EXERCISE:
Produce an exact transcript of all the records.

DATA FOR PROCESSING:
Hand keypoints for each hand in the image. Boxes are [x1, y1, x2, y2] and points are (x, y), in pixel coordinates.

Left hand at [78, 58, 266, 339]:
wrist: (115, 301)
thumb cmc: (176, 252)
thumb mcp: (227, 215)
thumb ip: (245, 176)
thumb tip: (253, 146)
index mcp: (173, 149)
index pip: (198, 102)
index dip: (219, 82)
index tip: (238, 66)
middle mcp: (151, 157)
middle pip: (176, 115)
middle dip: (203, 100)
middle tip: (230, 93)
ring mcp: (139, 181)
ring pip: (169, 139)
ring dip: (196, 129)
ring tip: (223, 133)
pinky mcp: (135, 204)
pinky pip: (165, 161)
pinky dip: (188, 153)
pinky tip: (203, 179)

EXERCISE RESPONSE:
Hand keypoints for each hand in the image. Boxes are [x1, y1, x2, y2] and points are (x, y), in pixel coordinates.

Left hand at [78, 58, 266, 339]:
wrist: (115, 301)
thumb cmc: (176, 252)
thumb mcp: (227, 215)
thumb ip: (245, 176)
thumb tip: (253, 146)
index mcp: (173, 149)
index pip: (198, 102)
index dip: (219, 82)
index tip: (238, 66)
middle mcp: (151, 157)
middle pip: (176, 115)
middle dip: (203, 100)
middle tip: (230, 93)
ring mcp: (139, 181)
ring pip: (169, 139)
ring dip: (196, 129)
ring tip: (223, 133)
pinky mcp: (135, 204)
pinky pip: (165, 161)
pinky dip: (188, 153)
pinky tip: (203, 179)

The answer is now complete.